One senior administrative assistant explained, "There were no reins. You didn't have to justify why you needed $50 million to start a new company. And if it failed, there was no accountability." Enron's collapse not only destroyed the lives of thousands of its employees, it brought down one of the world's top accounting firms, Arthur Andersen. Andersen's attempt to cover-up Enron's financial accounting by shredding documents has made its name forever synonymous with 'shredder.'
According to a new Brookings Institution study, the Enron and WorldCom scandals alone will cost the United stated roughly half a billion dollars to its Gross Domestic Product in the first year. "At least half of the drop in the stock market's value since March can be attributed to the Enron crisis" claims the report. Based on conservative estimates, the study's authors believe that the Enron bankruptcy "symbolized the opening of a 'deep and dark Pandora's box' of blue chip companies that have been discovered to have fraudulent corporate management and accounting practices...that high volatility in U.S. securities markets has resulted because blue chips are involved, and because the scandals may reach the highest levels of political office." Moreover, the study highlights other negative consequences, such as unemployment, inflation, and direct foreign investment in the American economy. "The trade weighted value of the dollar has declined by 5.2% due to the decline in foreign investment resulting from the scandals." According to the report, the loss of confidence due to the scandals makes it difficult to attract the $500 billion a year the American economy needs from oversees sources. Enron and WorldCom caused a drastic fall on the stock markets. According to the United States Conference Board, "U.S. stock investors had lost a total of eight trillion U.S. dollars since March 2001." Enron is one of many large corporations that have fallen in the last few years. Economist, Hans Schenk from Tilburg University in the Netherlands, claims that of the "total of $9 trillion in U.S. And European merger deals between 1996 and 2000, about $5.8 trillion either failed to create or actually destroyed economic wealth. Most mergers are an economic waste."
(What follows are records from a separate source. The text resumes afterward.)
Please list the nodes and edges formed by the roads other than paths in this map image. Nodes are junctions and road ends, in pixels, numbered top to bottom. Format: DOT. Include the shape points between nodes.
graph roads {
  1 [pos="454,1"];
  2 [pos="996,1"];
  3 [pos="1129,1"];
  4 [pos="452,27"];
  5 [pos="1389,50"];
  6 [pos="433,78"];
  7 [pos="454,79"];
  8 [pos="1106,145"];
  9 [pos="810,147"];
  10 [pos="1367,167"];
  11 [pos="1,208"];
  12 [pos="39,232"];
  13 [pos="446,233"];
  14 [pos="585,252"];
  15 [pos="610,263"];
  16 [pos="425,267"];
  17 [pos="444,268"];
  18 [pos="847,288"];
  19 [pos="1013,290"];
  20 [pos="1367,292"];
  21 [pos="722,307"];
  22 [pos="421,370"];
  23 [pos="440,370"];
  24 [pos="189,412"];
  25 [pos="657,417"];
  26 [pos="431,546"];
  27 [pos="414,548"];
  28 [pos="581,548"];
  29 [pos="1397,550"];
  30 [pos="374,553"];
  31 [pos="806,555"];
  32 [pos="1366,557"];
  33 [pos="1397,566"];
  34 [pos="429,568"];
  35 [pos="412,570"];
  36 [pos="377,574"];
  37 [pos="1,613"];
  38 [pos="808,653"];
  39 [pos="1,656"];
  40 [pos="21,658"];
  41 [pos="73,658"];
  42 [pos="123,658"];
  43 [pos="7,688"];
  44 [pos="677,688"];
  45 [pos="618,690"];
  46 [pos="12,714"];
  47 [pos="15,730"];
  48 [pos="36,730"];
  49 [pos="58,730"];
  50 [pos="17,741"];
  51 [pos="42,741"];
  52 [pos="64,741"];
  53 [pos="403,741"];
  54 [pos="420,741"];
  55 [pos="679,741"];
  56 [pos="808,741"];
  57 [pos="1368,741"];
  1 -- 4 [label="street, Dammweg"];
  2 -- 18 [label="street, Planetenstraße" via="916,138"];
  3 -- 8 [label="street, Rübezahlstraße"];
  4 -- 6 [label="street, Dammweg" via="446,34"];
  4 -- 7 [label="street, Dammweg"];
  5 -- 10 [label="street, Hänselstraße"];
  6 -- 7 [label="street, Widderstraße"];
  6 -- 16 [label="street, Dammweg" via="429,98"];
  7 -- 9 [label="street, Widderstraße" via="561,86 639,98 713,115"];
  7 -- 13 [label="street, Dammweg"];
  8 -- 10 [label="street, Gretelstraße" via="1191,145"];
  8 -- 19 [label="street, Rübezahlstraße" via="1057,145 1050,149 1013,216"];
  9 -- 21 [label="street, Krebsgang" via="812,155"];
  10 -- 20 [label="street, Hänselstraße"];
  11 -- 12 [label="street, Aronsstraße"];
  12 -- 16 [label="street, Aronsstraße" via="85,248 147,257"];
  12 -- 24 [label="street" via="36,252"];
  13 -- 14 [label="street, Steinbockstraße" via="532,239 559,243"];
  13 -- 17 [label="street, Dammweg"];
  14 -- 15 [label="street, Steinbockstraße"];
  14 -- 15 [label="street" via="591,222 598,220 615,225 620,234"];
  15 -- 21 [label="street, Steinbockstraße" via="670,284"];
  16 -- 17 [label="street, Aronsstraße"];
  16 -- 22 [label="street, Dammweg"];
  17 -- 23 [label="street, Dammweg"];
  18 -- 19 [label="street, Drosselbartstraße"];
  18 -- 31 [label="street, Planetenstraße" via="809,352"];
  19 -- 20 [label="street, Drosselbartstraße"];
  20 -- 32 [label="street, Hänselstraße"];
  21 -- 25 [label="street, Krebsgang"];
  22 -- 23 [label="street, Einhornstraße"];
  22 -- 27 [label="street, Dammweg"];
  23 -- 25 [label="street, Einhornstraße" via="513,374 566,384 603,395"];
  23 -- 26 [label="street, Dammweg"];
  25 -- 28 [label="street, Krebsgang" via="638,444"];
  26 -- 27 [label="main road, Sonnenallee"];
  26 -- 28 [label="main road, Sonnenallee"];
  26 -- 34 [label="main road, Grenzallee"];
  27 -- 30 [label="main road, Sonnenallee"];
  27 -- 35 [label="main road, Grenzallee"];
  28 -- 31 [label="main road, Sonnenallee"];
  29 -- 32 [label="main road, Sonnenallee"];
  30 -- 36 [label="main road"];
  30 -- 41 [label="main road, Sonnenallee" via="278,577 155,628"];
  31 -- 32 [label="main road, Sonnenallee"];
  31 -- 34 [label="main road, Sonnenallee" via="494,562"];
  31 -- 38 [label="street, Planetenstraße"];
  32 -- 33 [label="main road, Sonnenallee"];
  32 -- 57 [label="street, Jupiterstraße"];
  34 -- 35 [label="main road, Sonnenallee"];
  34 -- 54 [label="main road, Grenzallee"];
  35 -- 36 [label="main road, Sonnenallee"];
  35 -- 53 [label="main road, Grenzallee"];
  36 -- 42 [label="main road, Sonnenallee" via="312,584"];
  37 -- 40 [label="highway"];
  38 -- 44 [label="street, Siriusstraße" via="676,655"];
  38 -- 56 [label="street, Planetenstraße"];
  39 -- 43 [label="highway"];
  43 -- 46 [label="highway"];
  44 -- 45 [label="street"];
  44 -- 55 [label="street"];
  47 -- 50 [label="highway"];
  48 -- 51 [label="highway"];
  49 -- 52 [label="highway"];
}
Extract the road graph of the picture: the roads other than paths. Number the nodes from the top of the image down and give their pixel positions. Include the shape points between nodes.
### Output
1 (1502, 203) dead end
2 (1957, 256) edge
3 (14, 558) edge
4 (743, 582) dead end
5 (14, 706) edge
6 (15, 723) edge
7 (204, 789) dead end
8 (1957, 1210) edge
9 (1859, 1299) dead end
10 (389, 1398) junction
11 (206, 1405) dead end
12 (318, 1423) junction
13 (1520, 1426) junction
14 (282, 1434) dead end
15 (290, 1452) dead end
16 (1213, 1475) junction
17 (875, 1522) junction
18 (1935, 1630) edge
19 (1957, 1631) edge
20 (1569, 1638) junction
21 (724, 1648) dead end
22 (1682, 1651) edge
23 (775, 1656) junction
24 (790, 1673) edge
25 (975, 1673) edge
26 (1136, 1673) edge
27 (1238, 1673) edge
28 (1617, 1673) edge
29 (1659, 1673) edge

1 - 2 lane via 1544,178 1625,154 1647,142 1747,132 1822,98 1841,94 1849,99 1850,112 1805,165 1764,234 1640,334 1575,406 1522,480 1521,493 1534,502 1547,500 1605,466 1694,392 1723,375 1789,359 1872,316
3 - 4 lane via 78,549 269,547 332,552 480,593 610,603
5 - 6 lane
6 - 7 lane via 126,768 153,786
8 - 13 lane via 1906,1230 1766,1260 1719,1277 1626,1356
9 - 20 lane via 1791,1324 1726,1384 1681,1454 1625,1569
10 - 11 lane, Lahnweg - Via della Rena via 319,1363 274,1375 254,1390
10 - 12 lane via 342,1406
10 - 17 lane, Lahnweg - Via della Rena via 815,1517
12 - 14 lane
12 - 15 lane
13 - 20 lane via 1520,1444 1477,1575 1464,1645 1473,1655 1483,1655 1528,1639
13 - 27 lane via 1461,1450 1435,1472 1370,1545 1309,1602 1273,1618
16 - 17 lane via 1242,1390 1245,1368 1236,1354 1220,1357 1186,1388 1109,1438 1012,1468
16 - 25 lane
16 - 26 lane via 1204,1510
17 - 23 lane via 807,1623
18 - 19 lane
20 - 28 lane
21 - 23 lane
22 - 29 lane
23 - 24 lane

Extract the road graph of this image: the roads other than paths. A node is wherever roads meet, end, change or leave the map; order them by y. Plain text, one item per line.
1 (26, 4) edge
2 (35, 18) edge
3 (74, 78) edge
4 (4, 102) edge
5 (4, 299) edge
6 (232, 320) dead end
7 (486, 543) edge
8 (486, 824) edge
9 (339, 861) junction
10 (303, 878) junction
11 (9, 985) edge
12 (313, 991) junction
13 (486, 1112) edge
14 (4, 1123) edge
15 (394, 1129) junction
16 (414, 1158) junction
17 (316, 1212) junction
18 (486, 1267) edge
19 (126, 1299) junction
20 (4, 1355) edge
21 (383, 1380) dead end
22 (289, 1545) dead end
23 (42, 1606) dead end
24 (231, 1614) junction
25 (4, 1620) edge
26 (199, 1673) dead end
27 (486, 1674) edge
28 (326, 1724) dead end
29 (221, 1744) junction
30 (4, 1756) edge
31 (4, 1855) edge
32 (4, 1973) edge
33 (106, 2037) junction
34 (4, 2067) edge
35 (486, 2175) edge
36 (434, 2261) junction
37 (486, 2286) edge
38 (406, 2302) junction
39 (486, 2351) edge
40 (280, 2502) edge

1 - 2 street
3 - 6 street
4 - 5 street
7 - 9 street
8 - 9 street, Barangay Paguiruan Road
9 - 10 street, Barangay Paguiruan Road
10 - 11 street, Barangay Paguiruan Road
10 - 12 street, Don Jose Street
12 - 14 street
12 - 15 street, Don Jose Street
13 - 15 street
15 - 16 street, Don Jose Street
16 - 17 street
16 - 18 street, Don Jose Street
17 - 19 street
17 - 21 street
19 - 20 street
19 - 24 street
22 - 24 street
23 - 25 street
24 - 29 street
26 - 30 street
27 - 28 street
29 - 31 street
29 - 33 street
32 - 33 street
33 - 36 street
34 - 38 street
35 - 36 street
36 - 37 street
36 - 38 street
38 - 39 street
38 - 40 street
Enron is thought to be the largest computer forensics case in history. It literally dwarfs all other financial probes. "Investigators will pore through 10,000 computer backup tapes, 20 million sheets of paper and more than 400 computers and handheld devices, according to legal papers. The electronic data is up to 10 times the size of the Library of Congress." Prosecutors are questioning why top CEO's were quietly unloading their company stock while at the same time urging employees to buy more.
The government's widening prosecution of Enron is reaching down to the lower levels of management, hoping that without company-paid legal counsel, the pressure to cooperate with the government will increase.